Today’s guest blog is by my friend Katie Feurst. She loves her kids well. When she told me about this story a few weeks ago, I asked her to share it with everyone. In the heat of a morning moment, she realized that it’s not only about teaching kids the importance of pitching in … but it’s also about the way we teach. I really enjoy Katie’s fervor, as well as her art (Fuerst Editions). Here’s to a patient/encouraging rather than Sargent Carter approach.

Thanks, Katie… and thanks for walking the road with me.


Menu Board

every house has a hub.  command central.  or in some cases ground zero.  our kitchen counters are our hub.  it is a food-prepping, email-sending, mail-sorting, lunch-packing, dish-washing machine of a room.

this school year, we have two kids of our own and foreign exchange student.  our daughter is a multi-tasking, self-sufficient kind of gal.  she is the youngest in age but has proven herself – in the event of an emergency she can run this household and manage to get in her 3 daily hours on the trampoline.  the two sons (one of whom has been introduced to the hub only recently) are older and knee deep in the teen years.  

once the kids leave for school i do a fair amount of work in the kitchen – cooking, working at the computer, painting jobs at the counter (exchange student dwells in my art studio), and dealing with the mountains of paper a household generates.  i like the hub clean.  

recently, all 3 kids were doing their thing in the kitchen – making lunches, eating breakfast and packing up for their days.  i had a lot of work to do that day and i was determined to have them clean up after themselves so i could start my day with clean counters.  every smear of jelly was pointed out, every item was told and told again to be returned to its home, and every last crumb was accounted for, by golly, by the time they were out the door to walk or be driven to school.  forget the late night one of them had finishing a project, or the slight sniffles one was fighting – this was my time to remind them of what was expected.  my wisdom was plenty that morning, “i’m not the one who used the milk – you did – YOU need to put it away”“who wants to be a room mate with someone who doesn’t put away their dishes?” and then the big guns: “childen, obey your parents because you belong to the Lord, for this is the right thing to do”.  

when i returned to the house after delivering the last child to school that morning – i walked into the cleanest the kitchen had ever been.  SUCCESS!  man, it wasn’t an easy road but we got there.  those kids will know how to clean a kitchen as they move through their morning!  another successful parenting moment!!

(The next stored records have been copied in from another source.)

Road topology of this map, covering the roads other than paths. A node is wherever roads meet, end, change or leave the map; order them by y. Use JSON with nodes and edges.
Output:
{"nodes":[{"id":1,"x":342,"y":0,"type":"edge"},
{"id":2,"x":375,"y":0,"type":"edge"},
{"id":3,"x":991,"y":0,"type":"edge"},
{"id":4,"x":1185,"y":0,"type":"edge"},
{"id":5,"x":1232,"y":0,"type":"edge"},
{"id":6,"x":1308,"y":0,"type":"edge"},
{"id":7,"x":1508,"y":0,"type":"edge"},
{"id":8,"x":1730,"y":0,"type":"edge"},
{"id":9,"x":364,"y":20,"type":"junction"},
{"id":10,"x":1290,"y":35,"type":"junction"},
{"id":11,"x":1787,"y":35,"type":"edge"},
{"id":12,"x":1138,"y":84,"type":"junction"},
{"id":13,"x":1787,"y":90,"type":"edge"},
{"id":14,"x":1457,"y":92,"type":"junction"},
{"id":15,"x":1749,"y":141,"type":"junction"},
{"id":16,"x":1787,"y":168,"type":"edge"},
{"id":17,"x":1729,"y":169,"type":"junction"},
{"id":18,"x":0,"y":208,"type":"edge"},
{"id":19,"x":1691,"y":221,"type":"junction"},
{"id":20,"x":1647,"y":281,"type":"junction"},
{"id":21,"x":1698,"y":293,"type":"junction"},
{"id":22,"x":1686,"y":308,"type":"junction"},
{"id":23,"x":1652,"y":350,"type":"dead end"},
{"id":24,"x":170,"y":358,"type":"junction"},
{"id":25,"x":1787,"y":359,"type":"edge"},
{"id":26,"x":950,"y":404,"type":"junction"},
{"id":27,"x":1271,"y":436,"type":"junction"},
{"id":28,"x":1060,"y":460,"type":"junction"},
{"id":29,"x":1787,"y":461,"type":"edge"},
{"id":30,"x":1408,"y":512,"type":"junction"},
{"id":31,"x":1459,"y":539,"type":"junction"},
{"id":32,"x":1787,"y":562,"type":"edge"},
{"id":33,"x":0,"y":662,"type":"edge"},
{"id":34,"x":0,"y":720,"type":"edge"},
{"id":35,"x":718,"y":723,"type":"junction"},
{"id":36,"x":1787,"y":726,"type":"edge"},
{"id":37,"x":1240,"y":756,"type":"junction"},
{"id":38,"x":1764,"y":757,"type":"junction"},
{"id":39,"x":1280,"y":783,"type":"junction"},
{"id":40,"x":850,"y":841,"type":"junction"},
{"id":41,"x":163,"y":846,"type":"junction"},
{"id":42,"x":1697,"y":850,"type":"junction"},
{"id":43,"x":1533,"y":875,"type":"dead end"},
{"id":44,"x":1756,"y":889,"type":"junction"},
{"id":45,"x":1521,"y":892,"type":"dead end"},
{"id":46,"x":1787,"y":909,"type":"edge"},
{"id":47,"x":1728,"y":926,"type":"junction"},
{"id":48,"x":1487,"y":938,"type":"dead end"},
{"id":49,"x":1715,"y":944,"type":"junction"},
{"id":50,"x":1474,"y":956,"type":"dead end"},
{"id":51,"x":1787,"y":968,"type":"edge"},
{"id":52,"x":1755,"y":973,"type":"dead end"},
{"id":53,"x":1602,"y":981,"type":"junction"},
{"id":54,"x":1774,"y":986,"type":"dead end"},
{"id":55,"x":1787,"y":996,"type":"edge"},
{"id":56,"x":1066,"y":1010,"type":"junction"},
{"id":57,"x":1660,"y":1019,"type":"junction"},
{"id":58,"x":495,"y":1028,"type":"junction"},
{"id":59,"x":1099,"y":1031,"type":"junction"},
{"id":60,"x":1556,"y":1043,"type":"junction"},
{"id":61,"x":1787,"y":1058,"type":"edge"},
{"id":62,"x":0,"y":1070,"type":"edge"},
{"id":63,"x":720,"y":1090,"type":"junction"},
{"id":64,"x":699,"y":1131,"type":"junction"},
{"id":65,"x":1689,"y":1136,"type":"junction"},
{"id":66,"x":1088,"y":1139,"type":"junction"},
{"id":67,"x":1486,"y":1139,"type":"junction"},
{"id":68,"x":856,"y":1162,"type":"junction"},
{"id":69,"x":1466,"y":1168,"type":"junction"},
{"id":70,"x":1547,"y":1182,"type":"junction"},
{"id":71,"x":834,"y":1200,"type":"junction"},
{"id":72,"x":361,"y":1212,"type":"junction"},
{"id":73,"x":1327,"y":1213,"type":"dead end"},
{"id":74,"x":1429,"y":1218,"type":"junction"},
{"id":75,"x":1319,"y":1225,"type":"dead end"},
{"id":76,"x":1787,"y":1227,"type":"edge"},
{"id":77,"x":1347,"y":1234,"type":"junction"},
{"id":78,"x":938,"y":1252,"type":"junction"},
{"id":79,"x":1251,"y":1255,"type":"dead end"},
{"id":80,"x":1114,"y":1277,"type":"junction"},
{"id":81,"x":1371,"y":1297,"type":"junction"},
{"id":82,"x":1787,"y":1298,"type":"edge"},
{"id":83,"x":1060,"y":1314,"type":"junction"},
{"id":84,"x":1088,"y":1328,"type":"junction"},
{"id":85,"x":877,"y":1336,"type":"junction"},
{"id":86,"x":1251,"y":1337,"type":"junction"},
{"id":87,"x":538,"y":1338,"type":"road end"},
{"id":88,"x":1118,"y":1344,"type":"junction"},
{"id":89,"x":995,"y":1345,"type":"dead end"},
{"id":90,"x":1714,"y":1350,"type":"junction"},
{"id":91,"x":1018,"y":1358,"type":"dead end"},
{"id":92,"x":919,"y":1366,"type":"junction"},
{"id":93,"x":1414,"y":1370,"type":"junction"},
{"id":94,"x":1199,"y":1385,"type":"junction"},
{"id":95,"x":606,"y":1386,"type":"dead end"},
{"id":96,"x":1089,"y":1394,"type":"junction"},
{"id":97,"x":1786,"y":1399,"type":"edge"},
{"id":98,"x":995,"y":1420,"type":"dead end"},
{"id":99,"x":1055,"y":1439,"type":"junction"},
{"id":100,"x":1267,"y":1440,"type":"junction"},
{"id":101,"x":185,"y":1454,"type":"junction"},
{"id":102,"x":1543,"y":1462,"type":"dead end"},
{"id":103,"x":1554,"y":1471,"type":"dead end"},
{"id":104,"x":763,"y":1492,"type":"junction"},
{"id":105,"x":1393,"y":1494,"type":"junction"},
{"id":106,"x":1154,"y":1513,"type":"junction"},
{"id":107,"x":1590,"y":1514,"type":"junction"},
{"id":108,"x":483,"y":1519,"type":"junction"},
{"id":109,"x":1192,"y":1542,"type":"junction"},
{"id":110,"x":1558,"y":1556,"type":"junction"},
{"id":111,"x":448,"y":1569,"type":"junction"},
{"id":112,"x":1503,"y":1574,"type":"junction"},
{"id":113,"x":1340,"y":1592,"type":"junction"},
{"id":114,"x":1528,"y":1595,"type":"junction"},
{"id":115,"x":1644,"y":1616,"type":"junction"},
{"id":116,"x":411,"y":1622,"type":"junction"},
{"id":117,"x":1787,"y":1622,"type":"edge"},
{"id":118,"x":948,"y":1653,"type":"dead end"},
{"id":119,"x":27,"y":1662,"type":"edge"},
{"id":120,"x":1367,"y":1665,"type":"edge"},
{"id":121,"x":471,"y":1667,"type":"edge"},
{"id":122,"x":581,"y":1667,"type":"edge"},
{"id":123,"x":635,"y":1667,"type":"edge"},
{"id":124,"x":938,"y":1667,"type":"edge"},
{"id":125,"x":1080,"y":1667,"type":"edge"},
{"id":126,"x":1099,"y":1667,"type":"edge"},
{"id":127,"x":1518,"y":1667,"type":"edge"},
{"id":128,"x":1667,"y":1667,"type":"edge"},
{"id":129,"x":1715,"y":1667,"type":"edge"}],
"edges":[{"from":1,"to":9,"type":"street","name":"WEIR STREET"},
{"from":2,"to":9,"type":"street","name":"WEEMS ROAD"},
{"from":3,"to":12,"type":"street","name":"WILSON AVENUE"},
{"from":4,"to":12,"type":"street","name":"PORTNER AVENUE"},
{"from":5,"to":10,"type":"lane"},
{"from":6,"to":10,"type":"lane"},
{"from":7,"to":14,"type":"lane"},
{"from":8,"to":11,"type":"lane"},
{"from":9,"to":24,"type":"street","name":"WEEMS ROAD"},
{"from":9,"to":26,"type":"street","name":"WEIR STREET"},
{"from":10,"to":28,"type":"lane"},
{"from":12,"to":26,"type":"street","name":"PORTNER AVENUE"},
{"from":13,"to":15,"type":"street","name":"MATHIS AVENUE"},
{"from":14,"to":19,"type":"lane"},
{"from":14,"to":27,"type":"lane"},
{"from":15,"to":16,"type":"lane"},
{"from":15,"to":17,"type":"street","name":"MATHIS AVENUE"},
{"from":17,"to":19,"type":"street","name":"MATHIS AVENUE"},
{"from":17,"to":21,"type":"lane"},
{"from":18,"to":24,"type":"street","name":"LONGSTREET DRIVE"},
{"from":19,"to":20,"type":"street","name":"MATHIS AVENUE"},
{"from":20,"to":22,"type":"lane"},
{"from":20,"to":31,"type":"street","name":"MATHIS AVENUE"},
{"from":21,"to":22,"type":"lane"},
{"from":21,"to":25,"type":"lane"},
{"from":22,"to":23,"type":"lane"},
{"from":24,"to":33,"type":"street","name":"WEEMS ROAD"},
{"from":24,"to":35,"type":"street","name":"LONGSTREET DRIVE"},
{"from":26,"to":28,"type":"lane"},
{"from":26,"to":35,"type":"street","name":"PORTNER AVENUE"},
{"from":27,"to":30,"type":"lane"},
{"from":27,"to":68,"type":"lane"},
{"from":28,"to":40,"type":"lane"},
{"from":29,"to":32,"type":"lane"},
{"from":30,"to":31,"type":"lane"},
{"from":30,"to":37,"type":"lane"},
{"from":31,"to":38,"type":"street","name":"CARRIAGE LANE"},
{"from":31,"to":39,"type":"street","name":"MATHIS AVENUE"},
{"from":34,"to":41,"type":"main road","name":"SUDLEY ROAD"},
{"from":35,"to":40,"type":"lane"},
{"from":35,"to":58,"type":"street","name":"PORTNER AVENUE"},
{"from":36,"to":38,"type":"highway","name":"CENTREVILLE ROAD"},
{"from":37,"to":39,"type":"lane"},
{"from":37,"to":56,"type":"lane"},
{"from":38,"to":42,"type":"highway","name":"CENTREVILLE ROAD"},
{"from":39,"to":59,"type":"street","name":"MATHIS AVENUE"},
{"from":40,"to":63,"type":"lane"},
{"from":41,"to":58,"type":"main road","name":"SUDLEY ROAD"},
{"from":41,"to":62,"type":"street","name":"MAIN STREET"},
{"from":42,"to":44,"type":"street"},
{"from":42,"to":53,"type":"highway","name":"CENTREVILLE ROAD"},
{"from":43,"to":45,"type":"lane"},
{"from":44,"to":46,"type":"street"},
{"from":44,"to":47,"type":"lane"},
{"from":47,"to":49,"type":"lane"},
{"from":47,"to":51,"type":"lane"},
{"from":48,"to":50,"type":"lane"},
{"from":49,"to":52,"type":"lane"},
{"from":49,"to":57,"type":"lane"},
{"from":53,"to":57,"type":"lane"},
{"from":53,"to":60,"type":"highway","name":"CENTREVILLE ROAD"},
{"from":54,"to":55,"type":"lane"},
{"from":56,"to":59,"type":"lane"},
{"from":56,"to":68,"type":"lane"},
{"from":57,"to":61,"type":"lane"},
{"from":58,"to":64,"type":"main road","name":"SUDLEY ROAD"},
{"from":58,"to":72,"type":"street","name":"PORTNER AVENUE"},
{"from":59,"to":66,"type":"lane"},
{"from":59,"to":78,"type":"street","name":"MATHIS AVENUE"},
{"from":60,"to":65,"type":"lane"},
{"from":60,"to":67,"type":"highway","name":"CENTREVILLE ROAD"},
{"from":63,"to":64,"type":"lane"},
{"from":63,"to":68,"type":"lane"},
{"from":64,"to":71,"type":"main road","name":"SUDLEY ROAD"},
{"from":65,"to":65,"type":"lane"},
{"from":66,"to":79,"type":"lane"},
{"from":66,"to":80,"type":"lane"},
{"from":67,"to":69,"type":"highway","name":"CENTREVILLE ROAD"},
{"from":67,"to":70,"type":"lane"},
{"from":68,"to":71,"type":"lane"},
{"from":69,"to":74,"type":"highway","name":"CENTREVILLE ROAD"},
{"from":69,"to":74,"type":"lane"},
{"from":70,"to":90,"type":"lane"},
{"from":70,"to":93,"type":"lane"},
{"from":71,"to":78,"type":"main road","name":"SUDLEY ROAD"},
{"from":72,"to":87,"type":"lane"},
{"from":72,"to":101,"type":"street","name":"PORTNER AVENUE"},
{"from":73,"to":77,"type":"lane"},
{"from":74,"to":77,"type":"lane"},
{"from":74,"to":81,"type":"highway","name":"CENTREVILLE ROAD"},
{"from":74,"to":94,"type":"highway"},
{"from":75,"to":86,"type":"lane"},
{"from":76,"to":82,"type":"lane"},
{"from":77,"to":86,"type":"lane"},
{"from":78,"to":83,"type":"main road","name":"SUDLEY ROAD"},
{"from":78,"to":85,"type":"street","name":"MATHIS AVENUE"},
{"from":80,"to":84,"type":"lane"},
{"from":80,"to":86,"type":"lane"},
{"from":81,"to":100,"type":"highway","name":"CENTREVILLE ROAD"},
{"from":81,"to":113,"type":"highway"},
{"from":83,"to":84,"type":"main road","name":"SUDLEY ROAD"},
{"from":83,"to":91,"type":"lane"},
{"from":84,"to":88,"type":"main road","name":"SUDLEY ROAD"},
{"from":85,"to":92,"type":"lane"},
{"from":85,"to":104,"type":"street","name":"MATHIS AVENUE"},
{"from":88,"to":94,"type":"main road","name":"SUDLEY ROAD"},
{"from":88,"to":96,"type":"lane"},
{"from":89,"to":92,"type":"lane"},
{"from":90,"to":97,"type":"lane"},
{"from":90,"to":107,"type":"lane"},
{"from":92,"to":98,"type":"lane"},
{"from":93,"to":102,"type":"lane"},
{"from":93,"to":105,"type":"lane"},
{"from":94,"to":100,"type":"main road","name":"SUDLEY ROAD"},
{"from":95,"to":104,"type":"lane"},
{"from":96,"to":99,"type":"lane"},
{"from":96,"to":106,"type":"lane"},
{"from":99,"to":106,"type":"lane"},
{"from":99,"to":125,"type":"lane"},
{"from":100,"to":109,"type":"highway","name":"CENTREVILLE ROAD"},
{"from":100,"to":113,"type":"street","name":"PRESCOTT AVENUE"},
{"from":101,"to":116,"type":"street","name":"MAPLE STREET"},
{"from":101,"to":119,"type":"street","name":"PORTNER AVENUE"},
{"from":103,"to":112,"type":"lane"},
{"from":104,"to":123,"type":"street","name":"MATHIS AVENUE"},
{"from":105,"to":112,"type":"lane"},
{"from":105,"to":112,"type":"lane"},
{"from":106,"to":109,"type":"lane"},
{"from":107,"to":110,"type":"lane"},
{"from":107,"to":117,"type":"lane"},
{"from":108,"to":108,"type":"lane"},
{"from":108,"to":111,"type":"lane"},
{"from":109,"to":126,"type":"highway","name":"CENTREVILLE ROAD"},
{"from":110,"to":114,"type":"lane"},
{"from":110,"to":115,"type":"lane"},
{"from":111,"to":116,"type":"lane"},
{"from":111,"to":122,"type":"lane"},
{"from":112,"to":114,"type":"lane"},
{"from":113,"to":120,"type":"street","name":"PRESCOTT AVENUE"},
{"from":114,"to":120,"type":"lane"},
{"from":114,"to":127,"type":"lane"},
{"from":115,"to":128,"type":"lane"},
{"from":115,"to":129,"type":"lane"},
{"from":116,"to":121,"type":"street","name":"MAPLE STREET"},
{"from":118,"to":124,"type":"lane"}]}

then it struck me.  my passenger was silent on the drive to school.  my son and daughter did not even say goodbye to me as they went out the front door to walk and be carpooled.  huh.  as i worked in the hub that morning (with its pristine counters!) i started thinking about other counters.  how about counting six months from now when this foreign exchange student leaves our home.  do i want him to take away the skills of wiping down a kitchen counter (wet paper towel please!)?  how about counting four plus years from now when our son goes away to college.  will i want him to look back and remember how i taught him how to get the air out of a big bag of chips before you put the chip clip on?  and then my daughter – who, Lord willing, will one day be a mom hanging out with her kids in the morning – still multi-tasking like she does now.  huh.

so, my mornings look a little differently now.  granted, i am never going to get it perfectly and it is important to teach your kids to clean up after themselves.  that said, i want my kids to first remember me as a mom who loved them, served them and showed them grace heaped on more grace before they remember my trick to making eggs and hash browns in the same pan (fewer dishes to clean!).  because, they can always learn 10-tips-to-a-cleaner-kitchen in a book.  as the counter winds down on our mornings together – i want to focus on showing them what they can not learn in a book – my love.
then i was lead to the thought:
i read somewhere (am sorry i can not remember where) – if you are having trouble staying calm and courteous to your kids to pretend they are your visiting nieces and nephews.  my sister’s kids stay with us often when they are in town.  and if i am telling them to put away their dishes for the second time, i sure don’t ever find myself hollering, “OH MY GOSH!  how many times do i have to remind you???” – i dig deep and come up with another polite way to say it.  i bet our kids would appreciate the same.